Addendum to books of 2009: The Infernal and Poppy Z Brite

The little bird twittering about a new release of Kim Wilkins’ debut novel The Infernal has come home to roost — at this online bookseller, to be precise, where you can order a limited edition, rather cool-sounding copy for the princely sum of $100.

At time of writing, the website is giving a percentage of sales to a Western Australia bushfire appeal.

lost souls by poppy z brite

To end the new year, I’m revisiting Lost Souls by Poppy Z Brite. She’s one of my favourite authors. I love her ability to inhabit her characters, to draw that shadowy, downcast world, and her depictions of beloved New Orleans. I’ve uploaded an interview conducted with Brite in 2005, just months before Hurricane Katrina devastated her home town.
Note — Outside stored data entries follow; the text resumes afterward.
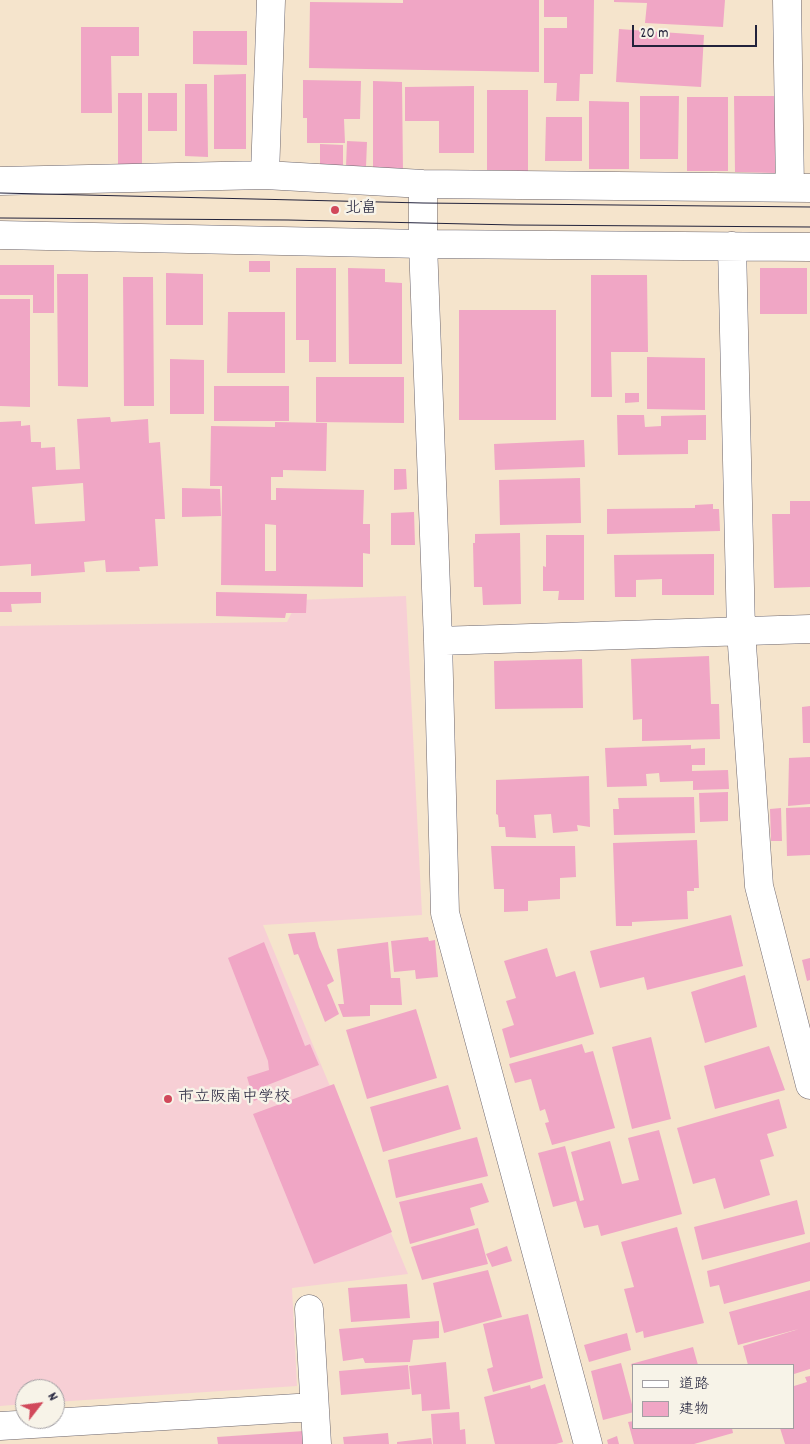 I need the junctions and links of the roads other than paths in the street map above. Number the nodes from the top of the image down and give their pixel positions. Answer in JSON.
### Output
{"nodes":[{"id":1,"x":271,"y":0,"type":"edge"},
{"id":2,"x":787,"y":0,"type":"edge"},
{"id":3,"x":265,"y":175,"type":"junction"},
{"id":4,"x":0,"y":180,"type":"edge"},
{"id":5,"x":422,"y":184,"type":"junction"},
{"id":6,"x":800,"y":188,"type":"edge"},
{"id":7,"x":0,"y":235,"type":"edge"},
{"id":8,"x":423,"y":244,"type":"junction"},
{"id":9,"x":732,"y":246,"type":"junction"},
{"id":10,"x":810,"y":247,"type":"edge"},
{"id":11,"x":810,"y":629,"type":"edge"},
{"id":12,"x":741,"y":631,"type":"junction"},
{"id":13,"x":438,"y":640,"type":"junction"},
{"id":14,"x":810,"y":1085,"type":"edge"},
{"id":15,"x":309,"y":1309,"type":"dead end"},
{"id":16,"x":314,"y":1407,"type":"junction"},
{"id":17,"x":0,"y":1426,"type":"edge"},
{"id":18,"x":316,"y":1444,"type":"edge"},
{"id":19,"x":588,"y":1444,"type":"edge"}],
"edges":[{"from":1,"to":3,"type":"street"},
{"from":2,"to":6,"type":"street"},
{"from":3,"to":4,"type":"street"},
{"from":3,"to":5,"type":"street"},
{"from":5,"to":6,"type":"street"},
{"from":5,"to":8,"type":"street"},
{"from":7,"to":8,"type":"street"},
{"from":8,"to":9,"type":"street"},
{"from":8,"to":13,"type":"street"},
{"from":9,"to":10,"type":"street"},
{"from":9,"to":12,"type":"street"},
{"from":11,"to":12,"type":"street"},
{"from":12,"to":13,"type":"street"},
{"from":12,"to":14,"type":"street"},
{"from":13,"to":19,"type":"street"},
{"from":15,"to":16,"type":"street"},
{"from":16,"to":17,"type":"street"},
{"from":16,"to":18,"type":"street"}]}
I’ve been back to New Orleans twice since Katrina, and found the city tooled up for tourists, but Katrina’s bite is still deep and tenacious for residents, and Fema remains a dirty word.

Keep up to speed with Brite, and her engagement with her home town post-K, as she puts it, at her blog.

Meanwhile, Wilkins, another of my favourite authors, has just returned from a month’s research in England in pursuit of a tasty historical fantasy tale. Something to look forward to on the cusp of a new year.

Have a good one.

The Darkness Within available from England

the darkness within

Not quite as exciting as the headline sounds, but an interesting comment on the global market and self-promotion in one. An eBay seller in the UK has managed to snaffle five copies of The Darkness Within, though it was released only in Australia and NZ. At 12 quid plus postage, it’s still a discount on the cover price ($33), even when shipped back to Australia.

It’s also being offered for $A23 at The Book Depository, an excellent UK shop I’ve patronised in the past that has free international shipping.

Three cheers for the global market place, eh?

The Flood at La Mama and thoughts of home

Home is where the heart is, or it’s wherever you lay your hat. I think it goes deeper than either of those aphorisms, certainly the latter. It’s something that’s been on my mind lately, now that I’m looking down the barrel at my third move in 12 months.

So when I went to La Mama Theatre’s production of The Flood the other night, I found myself plunged into the theme.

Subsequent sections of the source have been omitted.